[DFDL-WG] Latest OGF DFDL WG Call Minutes
Steve Hanson
smh at uk.ibm.com
Wed Apr 3 10:29:25 EDT 2019
Hi Bradd
I have a few questions please ... inline below.
I'm still going to need a real worked example, starting with some actual
data and its schema, what it appears like after paring in the infoset, and
how unparsing lays it back out again.
Are you able to make the rescheduled call this Friday?
Regards
Steve Hanson
IBM Hybrid Integration, Hursley, UK
Architect, IBM DFDL
Co-Chair, OGF DFDL Working Group
smh at uk.ibm.com
tel:+44-1962-815848
mob:+44-7717-378890
Note: I work Tuesday to Friday
From: Bradd Kadlecik/Poughkeepsie/IBM
To: Steve Hanson/UK/IBM at IBMGB
Cc: dfdl-wg at ogf.org, "Mike Beckerle" <mbeckerle at tresys.com>, "Michele
Zundo" <michele.zundo at esa.int>
Date: 27/02/2019 22:22
Subject: Re: Latest OGF DFDL WG Call Minutes
Regarding proposal for offsets and pointers:
The following are the properties to be defined:
SMH: I was expecting to see these properties only on dfdl:element,
especially as you say '...the element contents... ?
indirectKind Enum
Valid values 'pointer', 'offset' (there is also a thought
of objectId or refId for handling BSON but not at this time)
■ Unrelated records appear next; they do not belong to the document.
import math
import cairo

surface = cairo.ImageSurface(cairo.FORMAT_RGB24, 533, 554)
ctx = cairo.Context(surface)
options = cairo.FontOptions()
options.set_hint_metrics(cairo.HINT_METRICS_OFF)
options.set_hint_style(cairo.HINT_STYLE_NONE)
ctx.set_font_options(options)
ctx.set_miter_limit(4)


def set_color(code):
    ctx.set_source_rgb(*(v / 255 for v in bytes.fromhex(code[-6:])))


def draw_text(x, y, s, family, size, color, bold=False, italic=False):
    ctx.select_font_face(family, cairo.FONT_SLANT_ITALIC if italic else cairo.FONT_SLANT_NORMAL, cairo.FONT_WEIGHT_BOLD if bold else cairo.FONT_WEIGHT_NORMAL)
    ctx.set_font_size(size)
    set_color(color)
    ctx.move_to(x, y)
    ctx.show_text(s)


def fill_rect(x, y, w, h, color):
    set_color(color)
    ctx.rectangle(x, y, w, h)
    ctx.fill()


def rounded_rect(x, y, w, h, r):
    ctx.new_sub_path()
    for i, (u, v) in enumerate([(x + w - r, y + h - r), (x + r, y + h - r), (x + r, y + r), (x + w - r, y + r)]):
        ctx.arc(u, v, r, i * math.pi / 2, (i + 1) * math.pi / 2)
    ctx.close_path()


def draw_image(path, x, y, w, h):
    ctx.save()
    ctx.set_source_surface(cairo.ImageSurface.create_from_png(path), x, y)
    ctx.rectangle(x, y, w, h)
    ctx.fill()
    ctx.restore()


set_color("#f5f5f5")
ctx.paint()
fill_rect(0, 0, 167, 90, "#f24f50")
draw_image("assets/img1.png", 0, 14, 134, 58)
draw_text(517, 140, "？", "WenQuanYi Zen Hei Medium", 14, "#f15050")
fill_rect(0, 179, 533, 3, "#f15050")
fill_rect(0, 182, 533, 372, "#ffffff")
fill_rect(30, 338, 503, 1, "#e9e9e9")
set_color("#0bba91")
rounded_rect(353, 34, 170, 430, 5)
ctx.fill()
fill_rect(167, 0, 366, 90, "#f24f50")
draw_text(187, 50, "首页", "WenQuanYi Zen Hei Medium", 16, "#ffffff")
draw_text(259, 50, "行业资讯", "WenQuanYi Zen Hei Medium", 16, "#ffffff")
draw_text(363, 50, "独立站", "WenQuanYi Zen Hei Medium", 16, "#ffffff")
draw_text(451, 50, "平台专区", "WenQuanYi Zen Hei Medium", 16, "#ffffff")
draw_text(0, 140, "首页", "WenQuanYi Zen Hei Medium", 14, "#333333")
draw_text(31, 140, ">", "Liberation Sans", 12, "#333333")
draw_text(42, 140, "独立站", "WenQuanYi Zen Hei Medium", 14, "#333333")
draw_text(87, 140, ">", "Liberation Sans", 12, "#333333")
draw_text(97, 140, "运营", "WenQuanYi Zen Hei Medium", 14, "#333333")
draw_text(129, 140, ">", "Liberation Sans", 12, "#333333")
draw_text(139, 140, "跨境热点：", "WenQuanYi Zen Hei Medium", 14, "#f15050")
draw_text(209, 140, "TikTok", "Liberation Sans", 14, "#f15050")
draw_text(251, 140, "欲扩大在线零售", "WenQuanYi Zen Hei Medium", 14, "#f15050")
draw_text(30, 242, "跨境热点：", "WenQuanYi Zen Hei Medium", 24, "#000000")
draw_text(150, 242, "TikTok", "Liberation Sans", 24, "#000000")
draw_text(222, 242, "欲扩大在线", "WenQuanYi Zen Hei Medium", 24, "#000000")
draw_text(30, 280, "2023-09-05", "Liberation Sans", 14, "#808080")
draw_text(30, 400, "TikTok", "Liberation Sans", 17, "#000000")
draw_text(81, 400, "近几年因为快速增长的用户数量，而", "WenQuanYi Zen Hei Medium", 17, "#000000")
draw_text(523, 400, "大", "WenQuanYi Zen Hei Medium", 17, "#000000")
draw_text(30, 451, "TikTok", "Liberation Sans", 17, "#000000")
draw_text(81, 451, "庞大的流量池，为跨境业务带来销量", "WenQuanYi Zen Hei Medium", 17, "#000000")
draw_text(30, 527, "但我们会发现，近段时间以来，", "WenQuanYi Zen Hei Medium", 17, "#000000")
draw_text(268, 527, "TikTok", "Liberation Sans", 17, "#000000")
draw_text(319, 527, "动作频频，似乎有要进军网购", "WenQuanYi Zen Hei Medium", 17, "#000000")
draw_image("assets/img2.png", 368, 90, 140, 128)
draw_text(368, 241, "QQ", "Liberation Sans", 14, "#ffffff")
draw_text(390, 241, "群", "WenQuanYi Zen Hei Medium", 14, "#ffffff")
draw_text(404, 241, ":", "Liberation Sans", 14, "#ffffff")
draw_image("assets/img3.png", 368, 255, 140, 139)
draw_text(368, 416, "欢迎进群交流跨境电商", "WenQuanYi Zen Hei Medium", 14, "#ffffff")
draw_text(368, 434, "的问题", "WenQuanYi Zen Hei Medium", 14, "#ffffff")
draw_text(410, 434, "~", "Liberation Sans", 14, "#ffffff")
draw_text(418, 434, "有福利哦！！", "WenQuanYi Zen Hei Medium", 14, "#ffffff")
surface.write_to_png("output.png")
Specifies the type of indirection used to access the
element contents in the data stream.
Annotation: dfdl:element, dfdl:simpleType, dfdl:choice,
dfdl:sequence, dfdl:group
SMH: I am missing the distinction between offset and pointer. Is one
relative to current position and the other relative to start of bitstream?
SMH: In earlier DFDL proposals for offset support, we had used the term to
refer to a property to be used to establish position of the current
element instead of assuming the current element followed straight after
the previous one. It would allow sparse modelling of fixed structures. The
offset could be relative to start of bitstream or some other point. I
don't think that's what you mean when you say 'offset' so I will refer to
your new concept as 'pointer'.
SMH: Assuming that indirectKind is a normal DFDL property, it can be in
scope. It would therefore need to have an enum 'None' which would be the
default used in most schemas.
indirectLength Non-negative Integer or DFDL expression
Specifies the length of the indirection in units according
to the indirectUnits property.
Annotation: dfdl:element, dfdl:simpleType, dfdl:choice,
dfdl:sequence, dfdl:group
indirectUnits Enum
Valid values 'bytes','bits'
Specifies the units to be used for reading or writing the
indirection according to indirectLength.
The default value is 'bytes'.
Annotation: dfdl:element, dfdl:simpleType, dfdl:choice,
dfdl:sequence, dfdl:group
SMH: I think a better approach is to provide a property dfdl:indirectType,
instead of indirectLength/indirectUnits, which refers to a simple type
(not element) that carries its own lengthKind, length & lengthUnits
properties. Similar idea to dfdl:prefixLengthType. That allows a lot of
flexibility on how the pointer can appear.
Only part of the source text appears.